Na sequência de um recurso interposto pela Médicos do Mundo (MdM), em conjunto com a AIDES e a Médicos sem Fronteiras (MSF), o Instituto Europeu de Patentes (IEP) decidiu manter, esta terça-feira, a patente do composto de base do sofosbuvir, um tratamento para a hepatite C, detido pela empresa farmacêutica americana Gilead.
A decisão do IEP confirma, uma vez mais, o monopólio abusivo e ignora os fatores que teriam permitido a chegada de genéricos a preços acessíveis à Europa. Numa altura em que os nossos sistemas de saúde atravessam uma crise sem precedentes, é urgente que os Estados assumam as suas responsabilidades na proteção da saúde pública.

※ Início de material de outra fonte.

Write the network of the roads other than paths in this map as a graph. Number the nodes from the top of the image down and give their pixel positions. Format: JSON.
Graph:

Na sequência da audiência pública da Câmara de Recurso, o IEP renova a sua decisão de outubro de 2018, que aceitou os argumentos da Gilead e manteve a patente do composto de base do sofosbuvir. Ao fazê-lo, o IEP está mais uma vez a apoiar uma patente indevida.

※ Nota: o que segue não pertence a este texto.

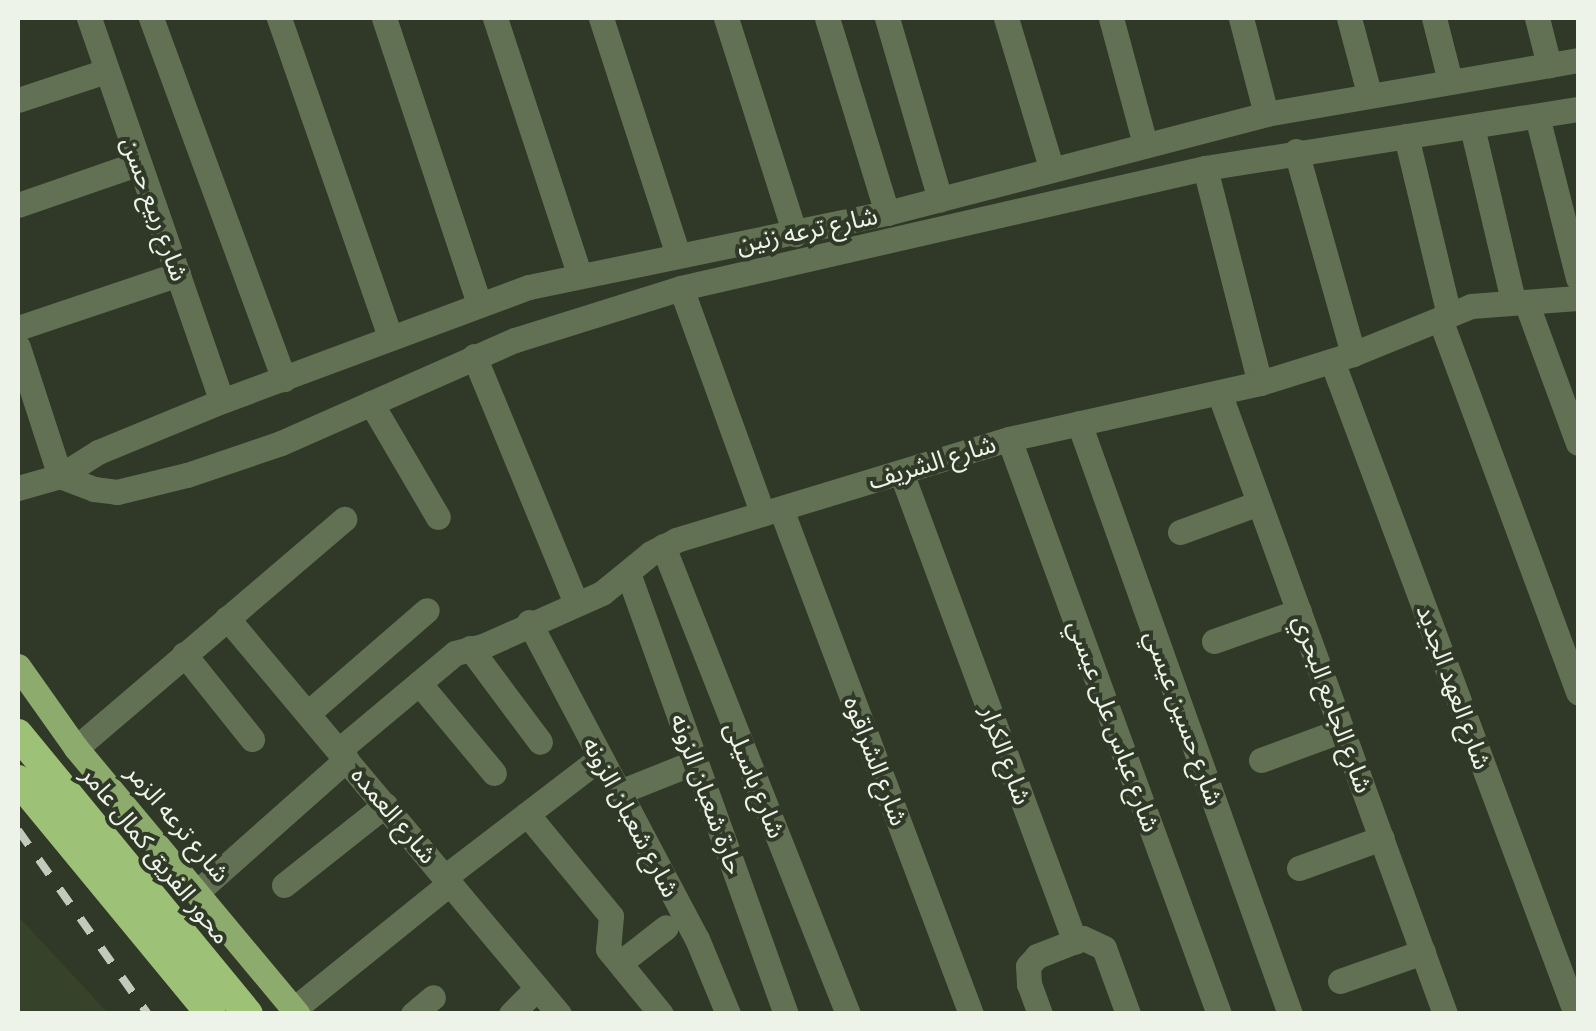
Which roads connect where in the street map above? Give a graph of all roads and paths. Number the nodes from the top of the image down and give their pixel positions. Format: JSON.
{"nodes":[{"id":1,"x":89,"y":18,"type":"edge"},
{"id":2,"x":150,"y":18,"type":"edge"},
{"id":3,"x":279,"y":18,"type":"edge"},
{"id":4,"x":384,"y":18,"type":"edge"},
{"id":5,"x":495,"y":18,"type":"edge"},
{"id":6,"x":601,"y":18,"type":"edge"},
{"id":7,"x":726,"y":18,"type":"edge"},
{"id":8,"x":826,"y":18,"type":"edge"},
{"id":9,"x":886,"y":18,"type":"edge"},
{"id":10,"x":1006,"y":18,"type":"edge"},
{"id":11,"x":1111,"y":18,"type":"edge"},
{"id":12,"x":1241,"y":18,"type":"edge"},
{"id":13,"x":1349,"y":18,"type":"edge"},
{"id":14,"x":1434,"y":18,"type":"edge"},
{"id":15,"x":1536,"y":18,"type":"edge"},
{"id":16,"x":1578,"y":60,"type":"edge"},
{"id":17,"x":1549,"y":65,"type":"junction"},
{"id":18,"x":106,"y":71,"type":"junction"},
{"id":19,"x":1450,"y":81,"type":"junction"},
{"id":20,"x":1369,"y":93,"type":"junction"},
{"id":21,"x":18,"y":100,"type":"edge"},
{"id":22,"x":1578,"y":109,"type":"edge"},
{"id":23,"x":1266,"y":114,"type":"junction"},
{"id":24,"x":1537,"y":116,"type":"junction"},
{"id":25,"x":1472,"y":126,"type":"junction"},
{"id":26,"x":1406,"y":136,"type":"junction"},
{"id":27,"x":1145,"y":144,"type":"junction"},
{"id":28,"x":1296,"y":151,"type":"junction"},
{"id":29,"x":139,"y":163,"type":"junction"},
{"id":30,"x":1050,"y":167,"type":"junction"},
{"id":31,"x":1205,"y":168,"type":"junction"},
{"id":32,"x":940,"y":198,"type":"junction"},
{"id":33,"x":18,"y":205,"type":"edge"},
{"id":34,"x":886,"y":212,"type":"junction"},
{"id":35,"x":794,"y":234,"type":"junction"},
{"id":36,"x":678,"y":254,"type":"junction"},
{"id":37,"x":178,"y":274,"type":"junction"},
{"id":38,"x":579,"y":274,"type":"junction"},
{"id":39,"x":1578,"y":278,"type":"edge"},
{"id":40,"x":681,"y":288,"type":"junction"},
{"id":41,"x":1578,"y":298,"type":"edge"},
{"id":42,"x":1519,"y":302,"type":"junction"},
{"id":43,"x":479,"y":304,"type":"junction"},
{"id":44,"x":1445,"y":317,"type":"junction"},
{"id":45,"x":18,"y":328,"type":"edge"},
{"id":46,"x":390,"y":337,"type":"junction"},
{"id":47,"x":18,"y":348,"type":"edge"},
{"id":48,"x":474,"y":356,"type":"junction"},
{"id":49,"x":1343,"y":358,"type":"junction"},
{"id":50,"x":284,"y":379,"type":"junction"},
{"id":51,"x":1260,"y":384,"type":"junction"},
{"id":52,"x":1220,"y":394,"type":"junction"},
{"id":53,"x":222,"y":401,"type":"junction"},
{"id":54,"x":371,"y":402,"type":"junction"},
{"id":55,"x":1079,"y":424,"type":"junction"},
{"id":56,"x":1009,"y":439,"type":"junction"},
{"id":57,"x":1578,"y":443,"type":"edge"},
{"id":58,"x":901,"y":472,"type":"junction"},
{"id":59,"x":60,"y":476,"type":"junction"},
{"id":60,"x":18,"y":488,"type":"edge"},
{"id":61,"x":1260,"y":503,"type":"junction"},
{"id":62,"x":772,"y":512,"type":"junction"},
{"id":63,"x":438,"y":517,"type":"dead end"},
{"id":64,"x":344,"y":518,"type":"dead end"},
{"id":65,"x":1180,"y":532,"type":"dead end"},
{"id":66,"x":663,"y":546,"type":"junction"},
{"id":67,"x":628,"y":573,"type":"junction"},
{"id":68,"x":576,"y":604,"type":"junction"},
{"id":69,"x":427,"y":610,"type":"dead end"},
{"id":70,"x":1299,"y":611,"type":"junction"},
{"id":71,"x":227,"y":618,"type":"junction"},
{"id":72,"x":529,"y":622,"type":"junction"},
{"id":73,"x":1214,"y":641,"type":"dead end"},
{"id":74,"x":470,"y":648,"type":"junction"},
{"id":75,"x":184,"y":654,"type":"junction"},
{"id":76,"x":18,"y":666,"type":"edge"},
{"id":77,"x":419,"y":682,"type":"junction"},
{"id":78,"x":1578,"y":692,"type":"edge"},
{"id":79,"x":308,"y":713,"type":"junction"},
{"id":80,"x":1342,"y":730,"type":"junction"},
{"id":81,"x":18,"y":734,"type":"edge"},
{"id":82,"x":252,"y":739,"type":"dead end"},
{"id":83,"x":540,"y":742,"type":"dead end"},
{"id":84,"x":76,"y":748,"type":"junction"},
{"id":85,"x":343,"y":754,"type":"junction"},
{"id":86,"x":599,"y":759,"type":"junction"},
{"id":87,"x":1260,"y":760,"type":"dead end"},
{"id":88,"x":695,"y":762,"type":"junction"},
{"id":89,"x":494,"y":773,"type":"dead end"},
{"id":90,"x":18,"y":780,"type":"edge"},
{"id":91,"x":617,"y":794,"type":"junction"},
{"id":92,"x":385,"y":805,"type":"junction"},
{"id":93,"x":527,"y":814,"type":"junction"},
{"id":94,"x":1382,"y":838,"type":"junction"},
{"id":95,"x":1299,"y":868,"type":"dead end"},
{"id":96,"x":448,"y":880,"type":"junction"},
{"id":97,"x":284,"y":884,"type":"dead end"},
{"id":98,"x":196,"y":892,"type":"junction"},
{"id":99,"x":666,"y":927,"type":"dead end"},
{"id":100,"x":1075,"y":942,"type":"junction"},
{"id":101,"x":1422,"y":952,"type":"junction"},
{"id":102,"x":620,"y":963,"type":"junction"},
{"id":103,"x":1340,"y":982,"type":"dead end"},
{"id":104,"x":537,"y":988,"type":"junction"},
{"id":105,"x":433,"y":997,"type":"dead end"},
{"id":106,"x":296,"y":1011,"type":"edge"},
{"id":107,"x":211,"y":1014,"type":"edge"},
{"id":108,"x":248,"y":1014,"type":"edge"},
{"id":109,"x":413,"y":1014,"type":"edge"},
{"id":110,"x":511,"y":1014,"type":"edge"},
{"id":111,"x":559,"y":1014,"type":"edge"},
{"id":112,"x":661,"y":1014,"type":"edge"},
{"id":113,"x":728,"y":1014,"type":"edge"},
{"id":114,"x":786,"y":1014,"type":"edge"},
{"id":115,"x":848,"y":1014,"type":"edge"},
{"id":116,"x":971,"y":1014,"type":"edge"},
{"id":117,"x":1040,"y":1014,"type":"edge"},
{"id":118,"x":1128,"y":1014,"type":"edge"},
{"id":119,"x":1219,"y":1014,"type":"edge"},
{"id":120,"x":1290,"y":1014,"type":"edge"},
{"id":121,"x":1445,"y":1014,"type":"edge"},
{"id":122,"x":1576,"y":1014,"type":"edge"}],
"edges":[{"from":1,"to":18,"type":"street","name":"شارع ربيع حسن"},
{"from":2,"to":50,"type":"street"},
{"from":3,"to":46,"type":"street"},
{"from":4,"to":43,"type":"street"},
{"from":5,"to":38,"type":"street"},
{"from":6,"to":36,"type":"street"},
{"from":7,"to":35,"type":"street"},
{"from":8,"to":34,"type":"street"},
{"from":9,"to":32,"type":"street"},
{"from":10,"to":30,"type":"street"},
{"from":11,"to":27,"type":"street"},
{"from":12,"to":23,"type":"street"},
{"from":13,"to":20,"type":"street"},
{"from":14,"to":19,"type":"street"},
{"from":15,"to":17,"type":"street"},
{"from":16,"to":17,"type":"street","name":"شارع ترعه زنين"},
{"from":17,"to":19,"type":"street","name":"شارع ترعه زنين"},
{"from":18,"to":21,"type":"street"},
{"from":18,"to":29,"type":"street","name":"شارع ربيع حسن"},
{"from":19,"to":20,"type":"street","name":"شارع ترعه زنين"},
{"from":20,"to":23,"type":"street","name":"شارع ترعه زنين"},
{"from":22,"to":24,"type":"street","name":"شارع ترعه زنين"},
{"from":23,"to":27,"type":"street","name":"شارع ترعه زنين"},
{"from":24,"to":25,"type":"street","name":"شارع ترعه زنين"},
{"from":24,"to":39,"type":"street"},
{"from":25,"to":26,"type":"street","name":"شارع ترعه زنين"},
{"from":25,"to":42,"type":"street"},
{"from":26,"to":28,"type":"street","name":"شارع ترعه زنين"},
{"from":26,"to":44,"type":"street"},
{"from":27,"to":30,"type":"street","name":"شارع ترعه زنين"},
{"from":28,"to":31,"type":"street","name":"شارع ترعه زنين"},
{"from":28,"to":49,"type":"street","name":"شارع العهد الجديد"},
{"from":29,"to":33,"type":"street"},
{"from":29,"to":37,"type":"street","name":"شارع ربيع حسن"},
{"from":30,"to":32,"type":"street","name":"شارع ترعه زنين"},
{"from":31,"to":40,"type":"street","name":"شارع ترعه زنين"},
{"from":31,"to":51,"type":"street"},
{"from":32,"to":34,"type":"street","name":"شارع ترعه زنين"},
{"from":34,"to":35,"type":"street","name":"شارع ترعه زنين"},
{"from":35,"to":36,"type":"street","name":"شارع ترعه زنين"},
{"from":36,"to":38,"type":"street","name":"شارع ترعه زنين"},
{"from":37,"to":45,"type":"street"},
{"from":37,"to":53,"type":"street","name":"شارع ربيع حسن"},
{"from":38,"to":43,"type":"street","name":"شارع ترعه زنين"},
{"from":40,"to":48,"type":"street","name":"شارع ترعه زنين"},
{"from":40,"to":62,"type":"street","name":"شارع الشراقوه"},
{"from":41,"to":42,"type":"street","name":"شارع الشريف"},
{"from":42,"to":44,"type":"street","name":"شارع الشريف"},
{"from":42,"to":57,"type":"street"},
{"from":43,"to":46,"type":"street","name":"شارع ترعه زنين"},
{"from":44,"to":49,"type":"street","name":"شارع الشريف"},
{"from":44,"to":78,"type":"street"},
{"from":46,"to":50,"type":"street","name":"شارع ترعه زنين"},
{"from":47,"to":59,"type":"street"},
{"from":48,"to":54,"type":"street","name":"شارع ترعه زنين"},
{"from":48,"to":68,"type":"street"},
{"from":49,"to":51,"type":"street","name":"شارع الشريف"},
{"from":49,"to":122,"type":"street","name":"شارع العهد الجديد"},
{"from":50,"to":53,"type":"street","name":"شارع ترعه زنين"},
{"from":51,"to":52,"type":"street","name":"شارع الشريف"},
{"from":52,"to":55,"type":"street","name":"شارع الشريف"},
{"from":52,"to":61,"type":"street","name":"شارع الجامع البحري"},
{"from":53,"to":59,"type":"street","name":"شارع ترعه زنين"},
{"from":54,"to":59,"type":"street","name":"شارع ترعه زنين"},
{"from":54,"to":63,"type":"street"},
{"from":55,"to":56,"type":"street","name":"شارع الشريف"},
{"from":55,"to":120,"type":"street","name":"شارع حسين عيسي"},
{"from":56,"to":58,"type":"street","name":"شارع الشريف"},
{"from":56,"to":119,"type":"street","name":"شارع عباس على عيسي"},
{"from":58,"to":62,"type":"street","name":"شارع الشريف"},
{"from":58,"to":100,"type":"street","name":"شارع الكرار"},
{"from":59,"to":60,"type":"street","name":"شارع ترعه زنين"},
{"from":61,"to":65,"type":"street"},
{"from":61,"to":70,"type":"street","name":"شارع الجامع البحري"},
{"from":62,"to":66,"type":"street","name":"شارع الشريف"},
{"from":62,"to":116,"type":"street","name":"شارع الشراقوه"},
{"from":64,"to":71,"type":"street"},
{"from":66,"to":67,"type":"street","name":"شارع الشريف"},
{"from":66,"to":115,"type":"street","name":"شارع باسيلى"},
{"from":67,"to":68,"type":"street","name":"شارع الشريف"},
{"from":67,"to":88,"type":"street","name":"حارة شعبان الزونه"},
{"from":68,"to":72,"type":"street","name":"شارع الشريف"},
{"from":69,"to":79,"type":"street"},
{"from":70,"to":73,"type":"street"},
{"from":70,"to":80,"type":"street","name":"شارع الجامع البحري"},
{"from":71,"to":75,"type":"street"},
{"from":71,"to":79,"type":"street","name":"شارع العمده"},
{"from":72,"to":74,"type":"street","name":"شارع الشريف"},
{"from":72,"to":86,"type":"street","name":"شارع شعبان الزونه"},
{"from":74,"to":77,"type":"street","name":"شارع الشريف"},
{"from":74,"to":83,"type":"street"},
{"from":75,"to":82,"type":"street"},
{"from":75,"to":84,"type":"street"},
{"from":76,"to":84,"type":"main road","name":"شارع ترعه الزمر"},
{"from":77,"to":85,"type":"street","name":"شارع الشريف"},
{"from":77,"to":89,"type":"street"},
{"from":79,"to":85,"type":"street","name":"شارع العمده"},
{"from":80,"to":87,"type":"street"},
{"from":80,"to":94,"type":"street","name":"شارع الجامع البحري"},
{"from":81,"to":108,"type":"highway","name":"محور الفريق كمال عامر"},
{"from":84,"to":98,"type":"main road","name":"شارع ترعه الزمر"},
{"from":85,"to":92,"type":"street","name":"شارع العمده"},
{"from":85,"to":98,"type":"street","name":"شارع الشريف"},
{"from":86,"to":91,"type":"street","name":"شارع شعبان الزونه"},
{"from":86,"to":93,"type":"street"},
{"from":88,"to":91,"type":"street"},
{"from":88,"to":114,"type":"street","name":"حارة شعبان الزونه"},
{"from":90,"to":107,"type":"highway"},
{"from":91,"to":113,"type":"street","name":"شارع شعبان الزونه"},
{"from":92,"to":96,"type":"street","name":"شارع العمده"},
{"from":92,"to":97,"type":"street"},
{"from":93,"to":96,"type":"street"},
{"from":93,"to":102,"type":"street"},
{"from":94,"to":95,"type":"street"},
{"from":94,"to":101,"type":"street","name":"شارع الجامع البحري"},
{"from":96,"to":104,"type":"street","name":"شارع العمده"},
{"from":96,"to":106,"type":"street"},
{"from":98,"to":106,"type":"main road","name":"شارع ترعه الزمر"},
{"from":99,"to":102,"type":"street"},
{"from":100,"to":117,"type":"street"},
{"from":100,"to":118,"type":"street"},
{"from":101,"to":103,"type":"street"},
{"from":101,"to":121,"type":"street","name":"شارع الجامع البحري"},
{"from":102,"to":112,"type":"street"},
{"from":104,"to":110,"type":"street"},
{"from":104,"to":111,"type":"street","name":"شارع العمده"},
{"from":105,"to":109,"type":"street"}]}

"O caso do sofosbuvir é um exemplo da má utilização do sistema de patentes que a MdM está a combater, e a decisão do IEP é muito preocupante, porque revela a sua fraqueza. Mostra que existe uma total incoerência entre a aplicação do direito das patentes e as necessidades dos sistemas de saúde pública. Há uma necessidade urgente de reformar a política de patentes na Europa", afirma Olivier Maguet, responsável pela missão Preços de Medicamentos da MdM.
"Um dos critérios essenciais para a patenteabilidade é a atividade inventiva*. No entanto, o sofosbuvir não cumpre este critério", acrescenta.
Por seu lado, Quentin Jorget, consultor em propriedade inteletual das organizações responsáveis pelo recurso, refere que "no nosso processo de oposição, apresentámos argumentos muito claros que demonstram que a maioria dos compostos abrangidos pela patente não tem qualquer efeito técnico. No entanto, ignorando a lógica de que uma patente deve cobrir uma invenção genuína, a Câmara de Recurso decidiu manter a patente".
Já Florence Rigal, presidente da MdM França sublinha ser importante “lembrar que o Estado continua a ser o regulador ao longo de toda a cadeia de disponibilização de medicamentos: segurança sanitária, concessão de patentes, fixação de preços e garantia da solvência do mercado. Quando o Estado concede patentes indevidas, está a falhar na sua responsabilidade de defender o direito fundamental à proteção da saúde para todos".
De acordo com a OMS, milhões de pessoas em todo o mundo ainda vivem com hepatite C não diagnosticada e não tratada.
* De acordo com a Convenção sobre a Patente Europeia, considera-se que uma invenção implica uma atividade inventiva se, para uma pessoa competente na matéria, não for óbvia a partir do estado da arte.